Every five years, Congress must reauthorize legislation – the Prescription Drug User Fee Act (PDUFA) and the Medical Device User Fee Act (MDUFA) – enabling the FDA to collect fees from the pharmaceutical and medical device industries that partially fund the agency’s efforts to approve new drugs and therapies. PAN monitors FDA related legislation and was active in an effort to reauthorize the Food and Drug Administration Safety and Innovation Act (FDASIA) (PL 112-44). In July 2012, FDASIA was signed into law. The act reauthorizes the user fees that partially fund the FDA and contains an unprecedented number of patient-centric provisions (summary below).

Prior to the introduction of legislation, PAN staff met regularly with FDA officials to provide high-level input and guidance on the importance of increasing patient engagement and input, enhancing the FDA’s review process, and increasing the agency’s access to scientific and medical experts.  PAN delivered remarks on these topics at a public meeting before FDA officials and hundreds of patient and consumer advocates. 

PAN staff also worked closely with many organizations to promote additional legislative recommendations for broad, sweeping systemic changes at the FDA.  Congressional allies sought PAN’s input on policy proposals, some of which were included in the final version of FDASIA.

Summary of Patient-Centric Provisions

Below is a summary of provisions that PAN anticipates will impact and benefit the Parkinson’s community:

Establishing a Benefit-Risk Framework that Reflects Patient Input

  • Requires the FDA to use a consistent approach to incorporating benefit-risk (the comparison of any inherent health or potential safety risks with the broader benefits of a particular drug or therapy) into decision making and communicating benefits and risks of new drugs to patients.
  • Commits FDA to create a five-year plan to further develop and implement a structured benefit-risk assessment process.  The FDA is required to evaluate this framework and its impact.
  • FDA commits to initiate a public process to identify a set of disease areas that could benefit from a more systemic and expansive approach to gathering and evaluating patient input on disease severity and unmet medical needs. 
  • Over the next five years, the FDA will convene a total of 20 disease-specific meetings between FDA officials, the relevant patient advocacy community, and other interested stakeholders. 
  • Parkinson’s has been chosen as one of the 20 disease-specific meetings. While our meeting date has not yet been scheduled, PAN is working closely with the FDA to set meeting objectives and outputs.
  • Requires FDA to publish, online, information regarding the extent to which sponsors include in their applications safety and effectiveness data, broken down by subgroups including sex, age, and ethnicity. 
  • The FDA has committed to improve the use of patient-reported outcomes (PROs) by committing to promote best practices for the review and qualification of patient-reported outcome (PRO) assessment tools. PROs are questionnaires used in a clinical trial or a clinical setting, where the responses are collected directly from the patient. A PRO questionnaire will most likely assess one of the following issues: symptoms, disability, health status, quality of life, and reports and ratings of health care.

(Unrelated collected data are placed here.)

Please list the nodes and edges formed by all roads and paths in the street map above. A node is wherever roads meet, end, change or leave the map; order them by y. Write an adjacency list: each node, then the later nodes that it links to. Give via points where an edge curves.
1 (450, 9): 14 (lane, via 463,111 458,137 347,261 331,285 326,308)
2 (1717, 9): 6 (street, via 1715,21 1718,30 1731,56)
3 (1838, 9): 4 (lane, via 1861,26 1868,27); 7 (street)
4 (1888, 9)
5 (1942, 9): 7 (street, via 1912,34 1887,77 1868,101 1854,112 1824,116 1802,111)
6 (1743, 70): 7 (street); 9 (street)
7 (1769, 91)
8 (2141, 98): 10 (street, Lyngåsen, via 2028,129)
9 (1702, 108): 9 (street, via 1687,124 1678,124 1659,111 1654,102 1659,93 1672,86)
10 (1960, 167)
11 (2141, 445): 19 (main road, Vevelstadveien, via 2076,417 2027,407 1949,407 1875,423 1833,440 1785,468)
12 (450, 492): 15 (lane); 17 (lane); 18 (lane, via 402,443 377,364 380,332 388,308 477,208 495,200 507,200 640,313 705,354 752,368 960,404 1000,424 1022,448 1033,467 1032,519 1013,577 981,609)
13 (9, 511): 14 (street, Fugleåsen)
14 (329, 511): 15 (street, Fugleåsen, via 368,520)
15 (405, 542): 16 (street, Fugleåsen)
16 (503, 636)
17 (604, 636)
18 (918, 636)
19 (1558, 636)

Effectively measuring PROs is critical to understanding the benefits and risks from an individual patient’s perspective.

Expediting Drug and Device Approval and Availability

  • Enhances the FDA’s authority to consider appropriate scientific data, methods, and tools, to reduce duration of clinical trials
  • Requires the FDA by July 2014 to issue final guidance regarding implementation of the revised accelerated approval process, which allows for earlier approval of drugs that treat serious conditions, and that fill an unmet medical need.

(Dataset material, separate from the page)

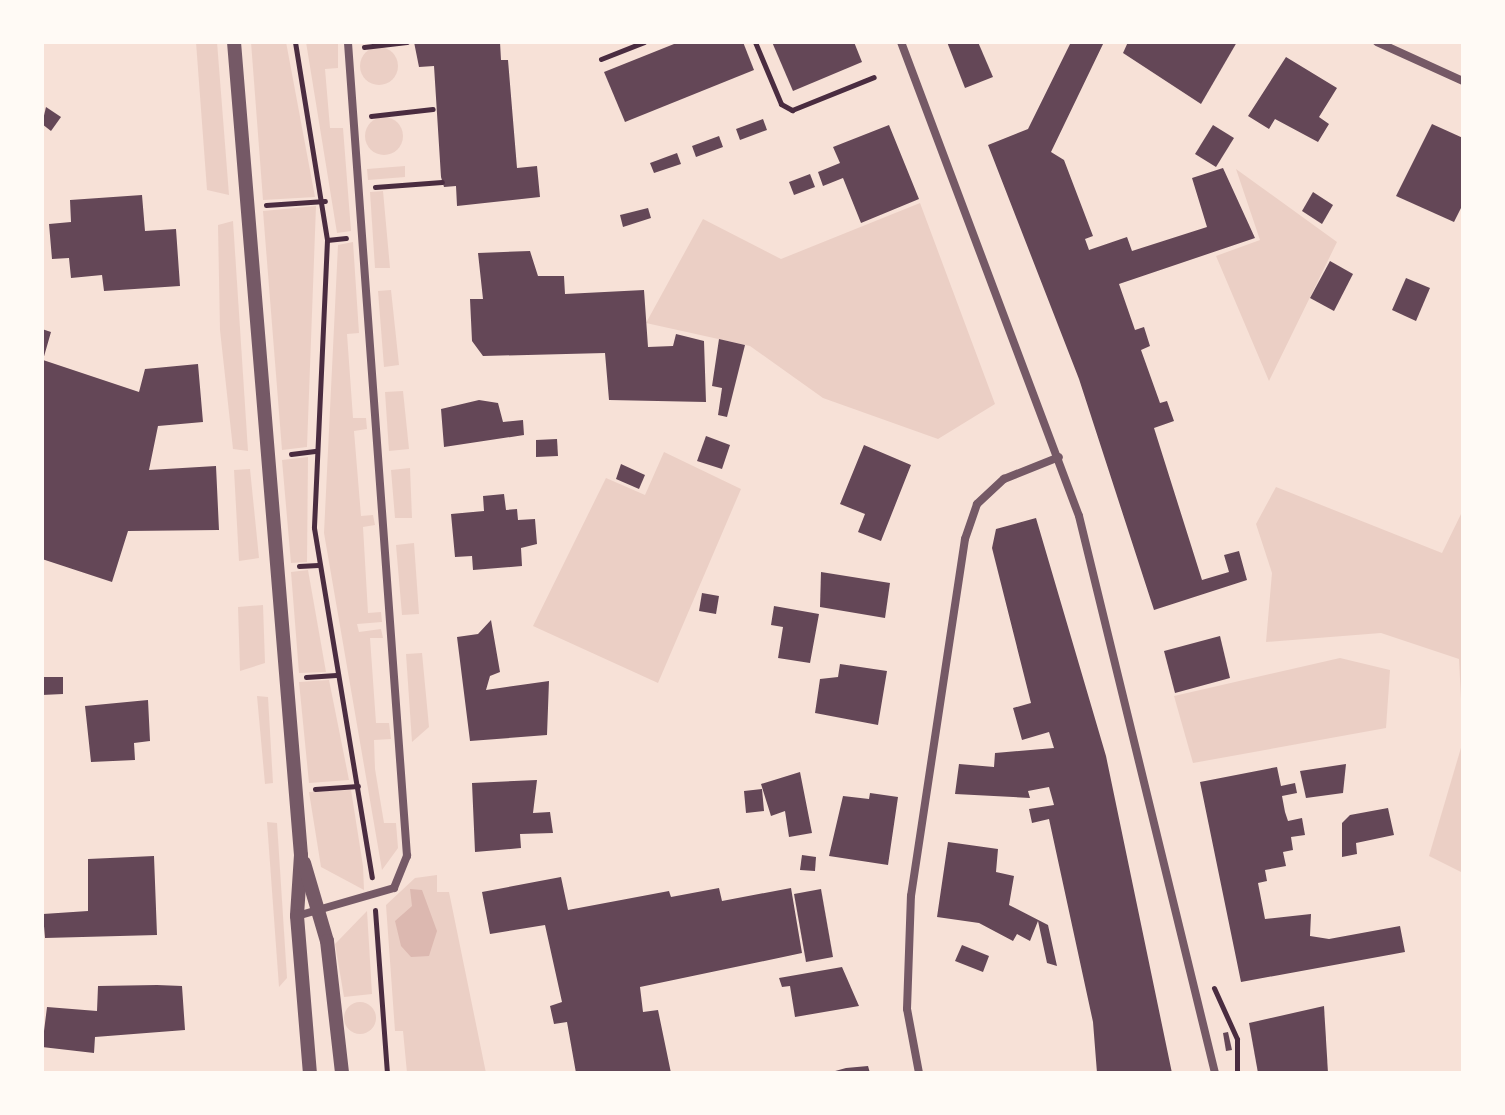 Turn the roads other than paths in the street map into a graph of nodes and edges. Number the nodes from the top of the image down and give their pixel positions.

These provisions are especially important to the Parkinson’s community, as central nervous system drugs, including therapies for Parkinson’s, are slow to move through the drug development pipeline – taking an average of 15-20 years to get to market. We welcome opportunities to streamline the clinical process, and PAN remains engaged with the FDA on this issue.

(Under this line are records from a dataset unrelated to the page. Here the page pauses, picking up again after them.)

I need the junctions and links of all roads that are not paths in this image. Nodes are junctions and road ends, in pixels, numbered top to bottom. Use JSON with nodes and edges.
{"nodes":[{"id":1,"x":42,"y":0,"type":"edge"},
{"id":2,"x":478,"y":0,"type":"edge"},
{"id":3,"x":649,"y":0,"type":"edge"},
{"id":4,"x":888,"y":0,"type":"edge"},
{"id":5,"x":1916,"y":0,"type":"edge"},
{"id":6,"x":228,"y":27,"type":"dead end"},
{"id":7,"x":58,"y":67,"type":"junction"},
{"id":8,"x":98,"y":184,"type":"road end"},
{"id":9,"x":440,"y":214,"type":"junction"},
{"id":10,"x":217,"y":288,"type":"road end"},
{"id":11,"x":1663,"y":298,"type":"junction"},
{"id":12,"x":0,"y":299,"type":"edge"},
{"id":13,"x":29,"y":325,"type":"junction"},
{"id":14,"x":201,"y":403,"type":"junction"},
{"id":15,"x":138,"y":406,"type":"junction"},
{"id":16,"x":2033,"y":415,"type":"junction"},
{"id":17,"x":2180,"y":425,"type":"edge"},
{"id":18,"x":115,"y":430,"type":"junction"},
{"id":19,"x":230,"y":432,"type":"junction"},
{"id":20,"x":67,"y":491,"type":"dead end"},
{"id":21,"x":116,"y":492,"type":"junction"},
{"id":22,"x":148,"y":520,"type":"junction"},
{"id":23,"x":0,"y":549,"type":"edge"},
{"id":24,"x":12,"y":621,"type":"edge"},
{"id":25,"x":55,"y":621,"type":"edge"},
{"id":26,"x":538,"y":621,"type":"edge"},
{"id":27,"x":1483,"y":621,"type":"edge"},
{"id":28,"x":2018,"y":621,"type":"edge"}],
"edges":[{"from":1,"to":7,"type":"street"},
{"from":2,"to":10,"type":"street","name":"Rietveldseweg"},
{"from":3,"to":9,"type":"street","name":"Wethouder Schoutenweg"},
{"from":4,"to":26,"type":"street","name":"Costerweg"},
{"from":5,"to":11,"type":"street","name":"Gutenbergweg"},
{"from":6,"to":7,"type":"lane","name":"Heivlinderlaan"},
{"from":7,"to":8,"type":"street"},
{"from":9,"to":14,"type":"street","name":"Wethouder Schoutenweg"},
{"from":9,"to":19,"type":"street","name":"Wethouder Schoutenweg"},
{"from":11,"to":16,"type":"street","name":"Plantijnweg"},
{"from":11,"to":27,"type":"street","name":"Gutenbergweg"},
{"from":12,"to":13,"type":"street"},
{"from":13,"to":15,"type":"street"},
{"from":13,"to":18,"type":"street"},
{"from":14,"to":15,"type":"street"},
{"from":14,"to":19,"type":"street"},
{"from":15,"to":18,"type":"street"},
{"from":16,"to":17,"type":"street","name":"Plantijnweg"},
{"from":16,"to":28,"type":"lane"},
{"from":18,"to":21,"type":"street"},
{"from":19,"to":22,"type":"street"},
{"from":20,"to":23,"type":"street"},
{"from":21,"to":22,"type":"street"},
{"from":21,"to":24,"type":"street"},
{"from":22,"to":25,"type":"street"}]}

Enhancing the FDA’s Access to External Experts

  • Includes a provision designed to encourage the FDA to collaborate with external scientific and medical experts in rare diseases and subtypes of diseases when considering a new drug.

Promoting Innovation through Enhanced Communication between FDA and Industry during Drug Development

  • Directs agency to hire new staff to liaise with pharmaceutical companies and establish staff trainings to improve communications with sponsors. 
  • By 2015, the agency will issue guidance describing best practices for communication between the FDA and sponsors during drug development.